**WHAT THIS TASK INVOLVES**
Please return the full listing word for word, leaving out any pictures.

**EXERCISE MATERIAL**
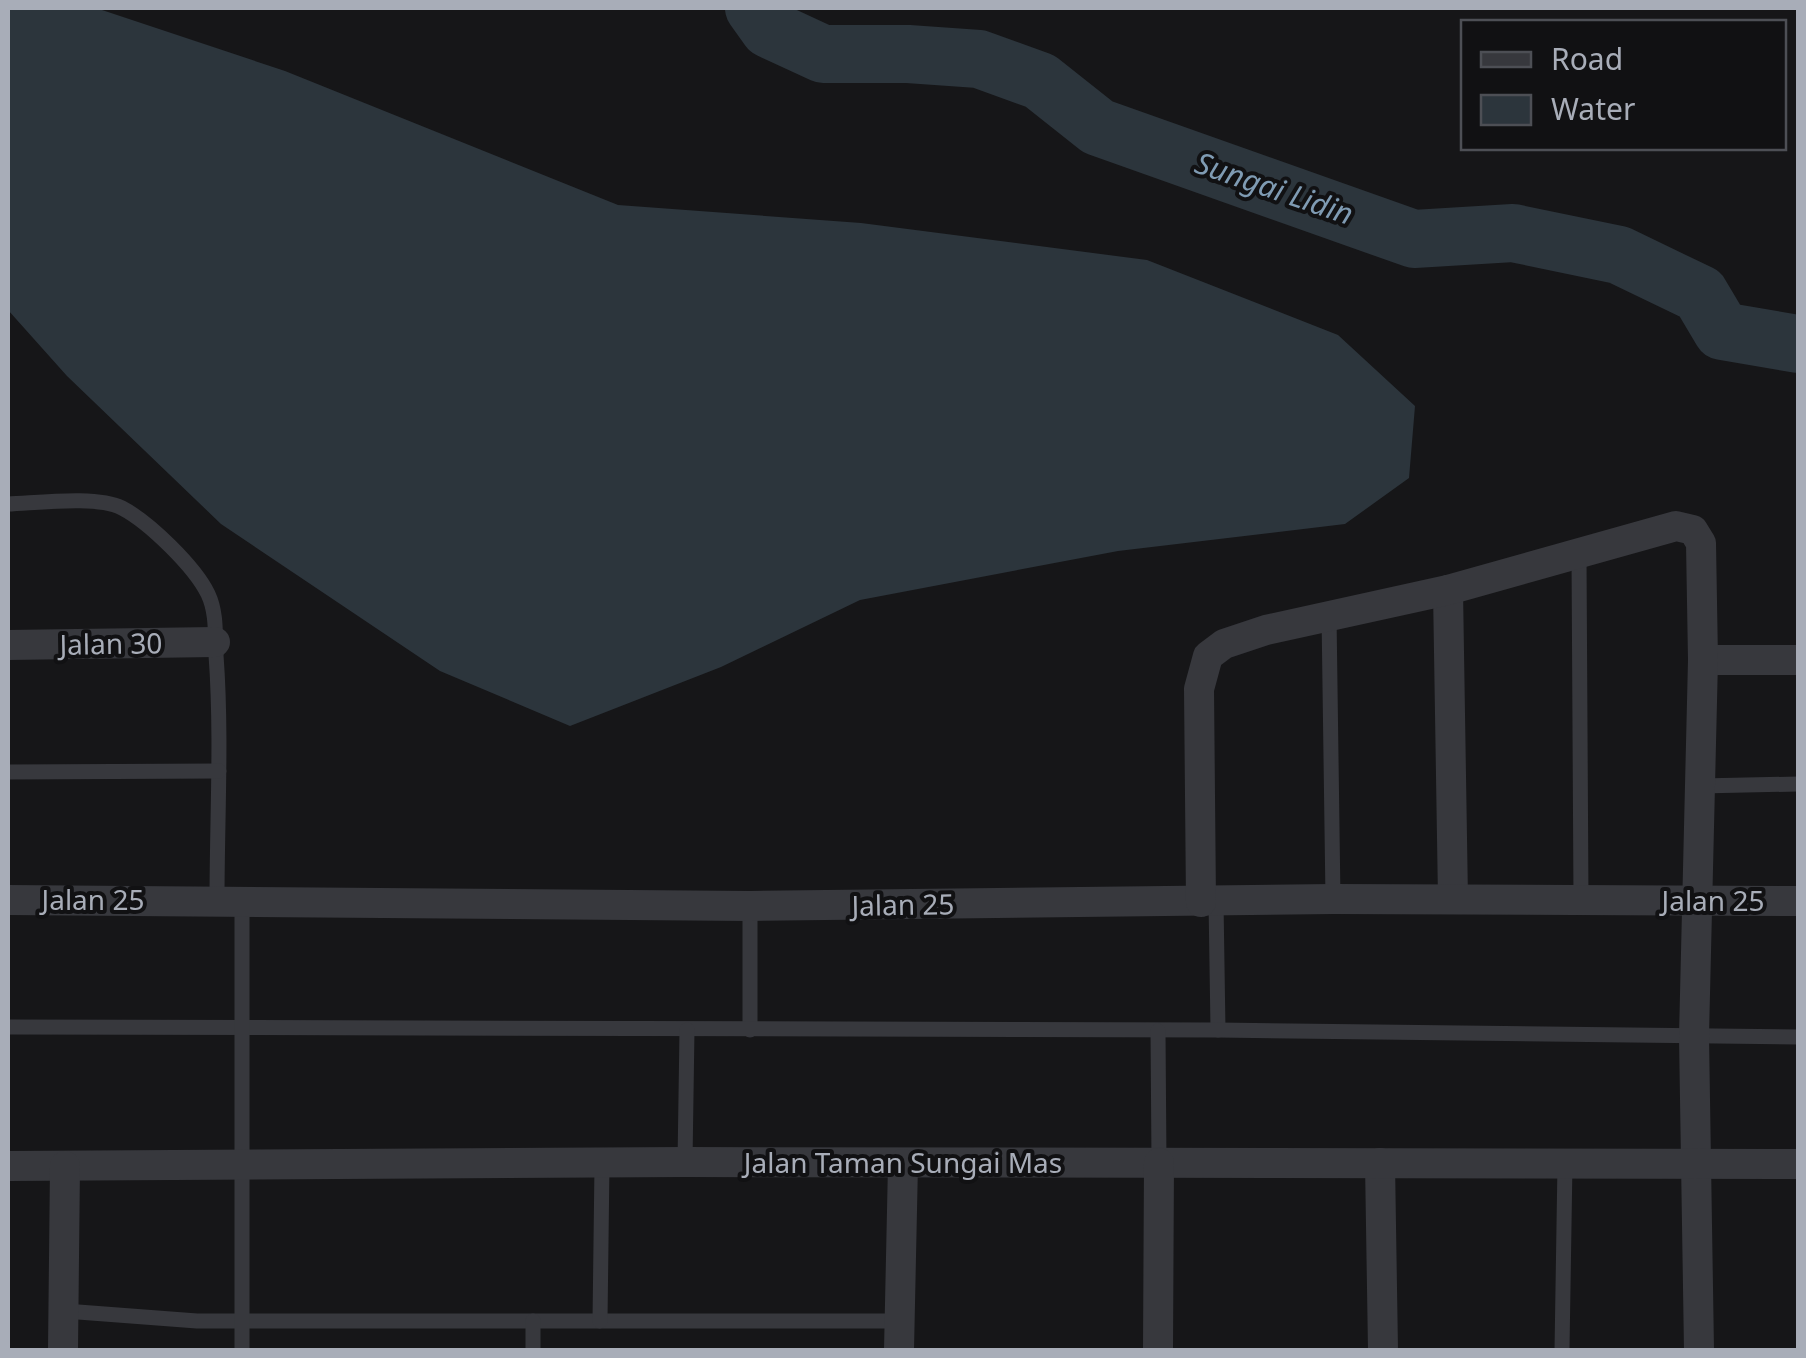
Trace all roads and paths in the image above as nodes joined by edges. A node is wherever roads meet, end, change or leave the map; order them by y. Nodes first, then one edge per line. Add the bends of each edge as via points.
1 (8, 504) edge
2 (1578, 556) junction
3 (1448, 590) junction
4 (1329, 615) junction
5 (215, 642) junction
6 (8, 645) edge
7 (1703, 660) junction
8 (1798, 660) edge
9 (219, 771) junction
10 (8, 772) edge
11 (1798, 784) edge
12 (1700, 786) junction
13 (1334, 899) junction
14 (1453, 899) junction
15 (8, 900) edge
16 (230, 900) junction
17 (1581, 900) junction
18 (1209, 901) junction
19 (1696, 901) junction
20 (1798, 901) edge
21 (750, 906) junction
22 (8, 1028) edge
23 (241, 1028) junction
24 (686, 1030) junction
25 (750, 1030) junction
26 (1218, 1030) junction
27 (1158, 1031) junction
28 (1694, 1036) junction
29 (1798, 1036) edge
30 (685, 1162) junction
31 (1159, 1163) junction
32 (1380, 1163) junction
33 (1565, 1163) junction
34 (602, 1164) junction
35 (904, 1164) junction
36 (1698, 1164) junction
37 (1798, 1164) edge
38 (8, 1166) edge
39 (66, 1166) junction
40 (241, 1166) junction
41 (65, 1311) junction
42 (241, 1321) junction
43 (533, 1321) junction
44 (600, 1321) junction
45 (900, 1336) edge
46 (63, 1350) edge
47 (242, 1350) edge
48 (533, 1350) edge
49 (1158, 1350) edge
50 (1384, 1350) edge
51 (1562, 1350) edge
52 (1698, 1350) edge

1 - 5 lane via 120,507 158,536 208,594
2 - 3 street
2 - 7 street via 1676,526 1694,530 1701,543
2 - 17 lane
3 - 4 street
3 - 14 street
4 - 13 lane
4 - 18 street via 1224,644 1208,656 1199,689
5 - 6 street, Jalan 30
5 - 9 lane
7 - 8 street
7 - 12 street
9 - 10 lane
9 - 16 lane
11 - 12 lane
12 - 19 street
13 - 14 street, Jalan 25
13 - 18 street, Jalan 25
14 - 17 street, Jalan 25
15 - 16 street, Jalan 25
16 - 21 street, Jalan 25
16 - 23 lane
17 - 19 street, Jalan 25
18 - 21 street, Jalan 25
18 - 26 lane
19 - 20 street, Jalan 25
19 - 28 street
21 - 25 lane
22 - 23 lane
23 - 24 lane
23 - 40 lane
24 - 25 lane
24 - 30 lane
25 - 27 lane
26 - 27 lane
26 - 28 lane
27 - 31 lane
28 - 29 lane
28 - 36 street
30 - 34 street, Jalan Taman Sungai Mas
30 - 35 street, Jalan Taman Sungai Mas
31 - 32 street, Jalan Taman Sungai Mas
31 - 35 street, Jalan Taman Sungai Mas
31 - 49 street
32 - 33 street, Jalan Taman Sungai Mas
32 - 50 street
33 - 36 street, Jalan Taman Sungai Mas
33 - 51 lane
34 - 40 street, Jalan Taman Sungai Mas
34 - 44 lane
35 - 45 street
36 - 37 street, Jalan Taman Sungai Mas
36 - 52 street
38 - 39 street, Jalan Taman Sungai Mas
39 - 40 street, Jalan Taman Sungai Mas
39 - 41 street
40 - 42 lane
41 - 42 lane
41 - 46 street
42 - 43 lane
42 - 47 lane
43 - 44 lane
43 - 48 lane
44 - 45 lane

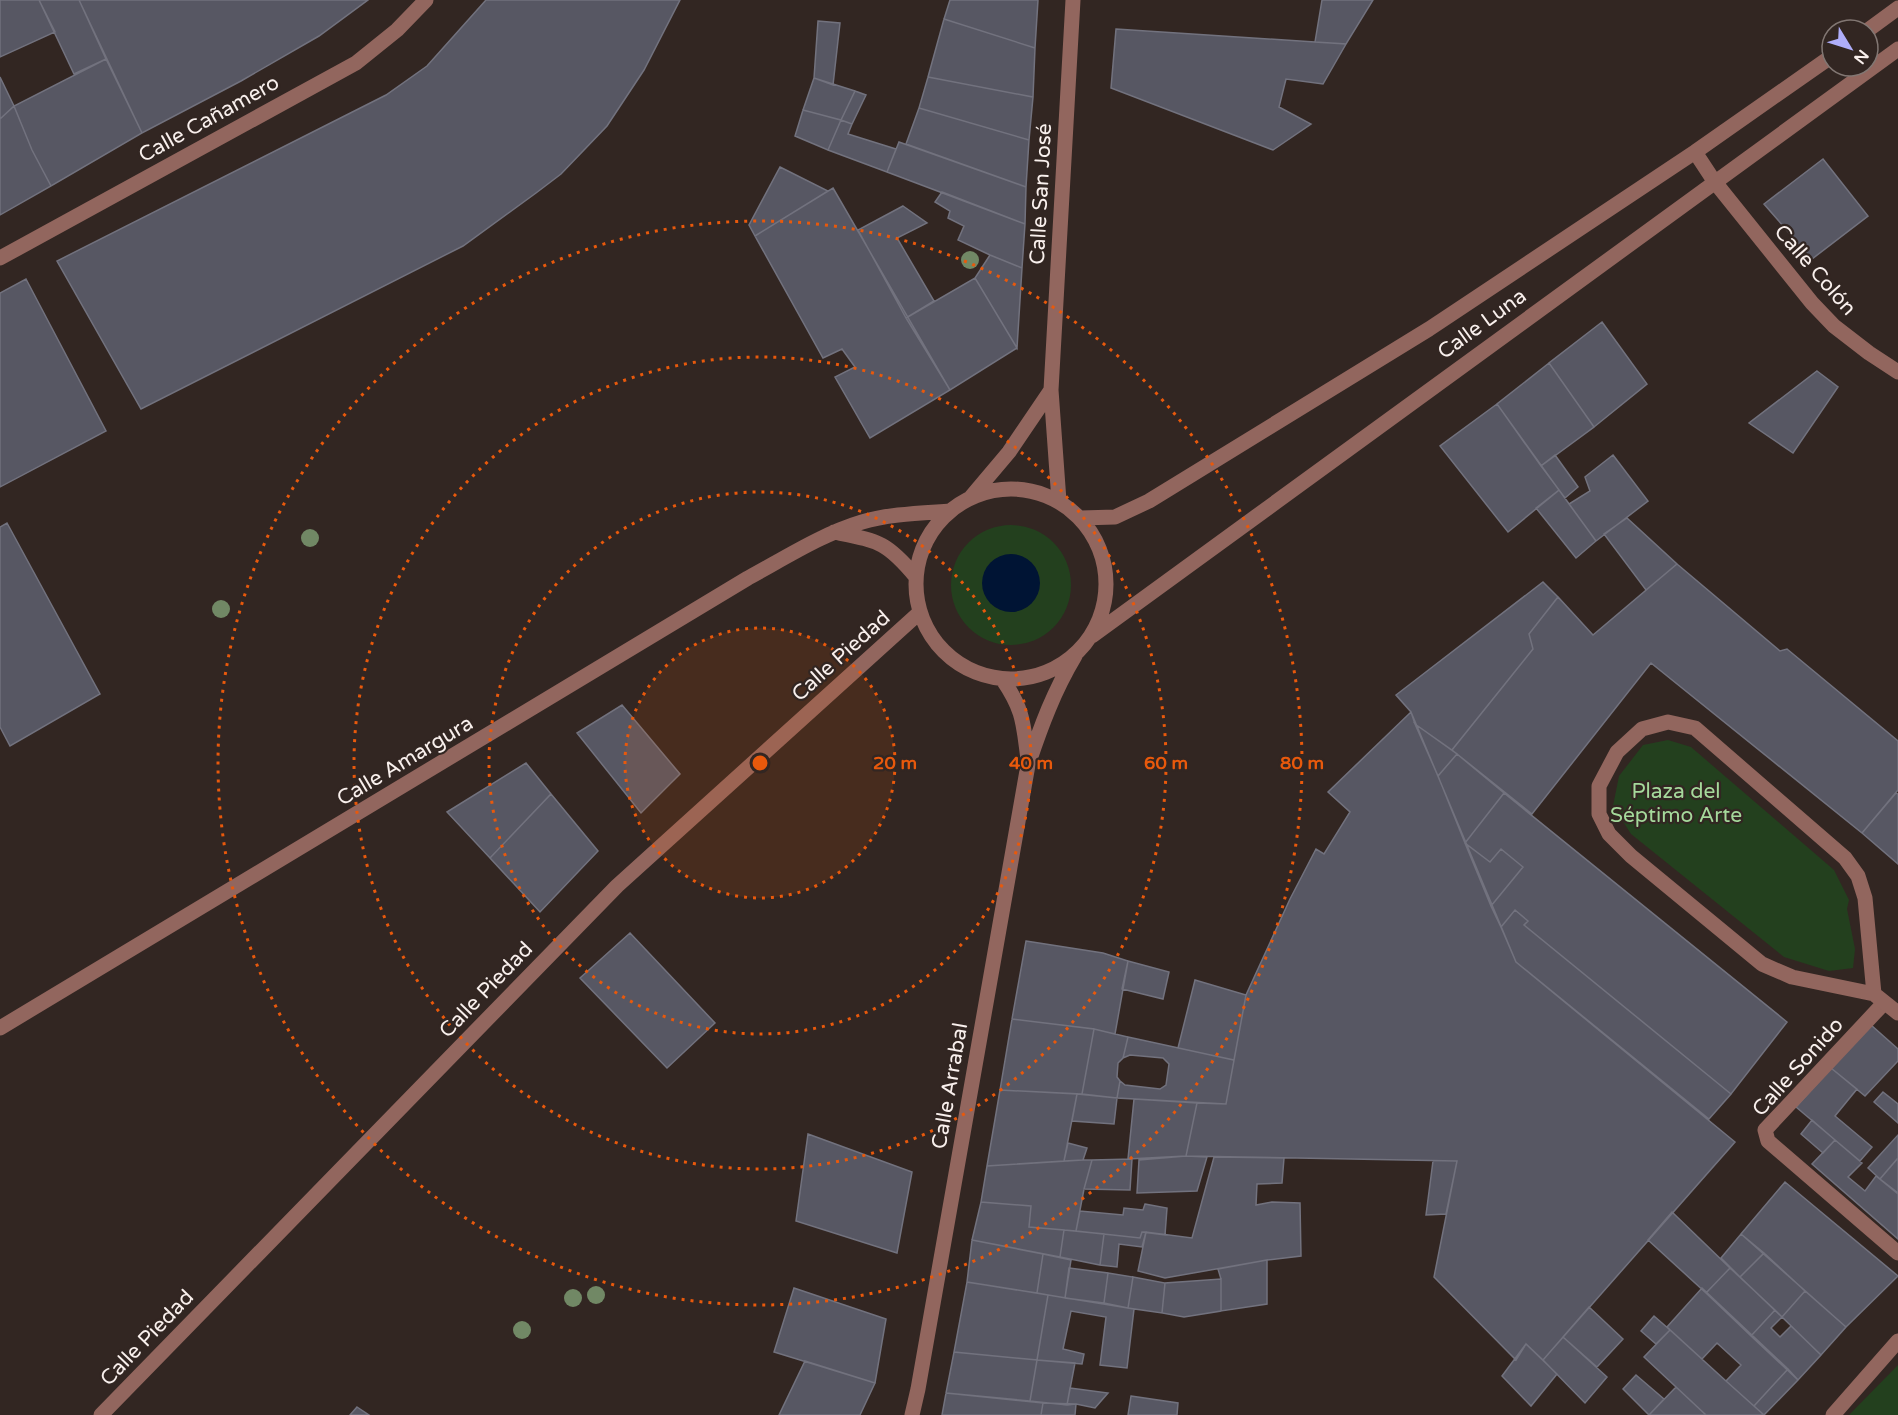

**EXPECTED ANSWER**
Trace all roads and paths in the image above as nodes joined by edges. A node is wherever roads meet, end, change or leave the map; order them by y. Nodes first, then one edge per line. Add the bends of each edge as via points.
1 (8, 504) edge
2 (1578, 556) junction
3 (1448, 590) junction
4 (1329, 615) junction
5 (215, 642) junction
6 (8, 645) edge
7 (1703, 660) junction
8 (1798, 660) edge
9 (219, 771) junction
10 (8, 772) edge
11 (1798, 784) edge
12 (1700, 786) junction
13 (1334, 899) junction
14 (1453, 899) junction
15 (8, 900) edge
16 (230, 900) junction
17 (1581, 900) junction
18 (1209, 901) junction
19 (1696, 901) junction
20 (1798, 901) edge
21 (750, 906) junction
22 (8, 1028) edge
23 (241, 1028) junction
24 (686, 1030) junction
25 (750, 1030) junction
26 (1218, 1030) junction
27 (1158, 1031) junction
28 (1694, 1036) junction
29 (1798, 1036) edge
30 (685, 1162) junction
31 (1159, 1163) junction
32 (1380, 1163) junction
33 (1565, 1163) junction
34 (602, 1164) junction
35 (904, 1164) junction
36 (1698, 1164) junction
37 (1798, 1164) edge
38 (8, 1166) edge
39 (66, 1166) junction
40 (241, 1166) junction
41 (65, 1311) junction
42 (241, 1321) junction
43 (533, 1321) junction
44 (600, 1321) junction
45 (900, 1336) edge
46 (63, 1350) edge
47 (242, 1350) edge
48 (533, 1350) edge
49 (1158, 1350) edge
50 (1384, 1350) edge
51 (1562, 1350) edge
52 (1698, 1350) edge

1 - 5 lane via 120,507 158,536 208,594
2 - 3 street
2 - 7 street via 1676,526 1694,530 1701,543
2 - 17 lane
3 - 4 street
3 - 14 street
4 - 13 lane
4 - 18 street via 1224,644 1208,656 1199,689
5 - 6 street, Jalan 30
5 - 9 lane
7 - 8 street
7 - 12 street
9 - 10 lane
9 - 16 lane
11 - 12 lane
12 - 19 street
13 - 14 street, Jalan 25
13 - 18 street, Jalan 25
14 - 17 street, Jalan 25
15 - 16 street, Jalan 25
16 - 21 street, Jalan 25
16 - 23 lane
17 - 19 street, Jalan 25
18 - 21 street, Jalan 25
18 - 26 lane
19 - 20 street, Jalan 25
19 - 28 street
21 - 25 lane
22 - 23 lane
23 - 24 lane
23 - 40 lane
24 - 25 lane
24 - 30 lane
25 - 27 lane
26 - 27 lane
26 - 28 lane
27 - 31 lane
28 - 29 lane
28 - 36 street
30 - 34 street, Jalan Taman Sungai Mas
30 - 35 street, Jalan Taman Sungai Mas
31 - 32 street, Jalan Taman Sungai Mas
31 - 35 street, Jalan Taman Sungai Mas
31 - 49 street
32 - 33 street, Jalan Taman Sungai Mas
32 - 50 street
33 - 36 street, Jalan Taman Sungai Mas
33 - 51 lane
34 - 40 street, Jalan Taman Sungai Mas
34 - 44 lane
35 - 45 street
36 - 37 street, Jalan Taman Sungai Mas
36 - 52 street
38 - 39 street, Jalan Taman Sungai Mas
39 - 40 street, Jalan Taman Sungai Mas
39 - 41 street
40 - 42 lane
41 - 42 lane
41 - 46 street
42 - 43 lane
42 - 47 lane
43 - 44 lane
43 - 48 lane
44 - 45 lane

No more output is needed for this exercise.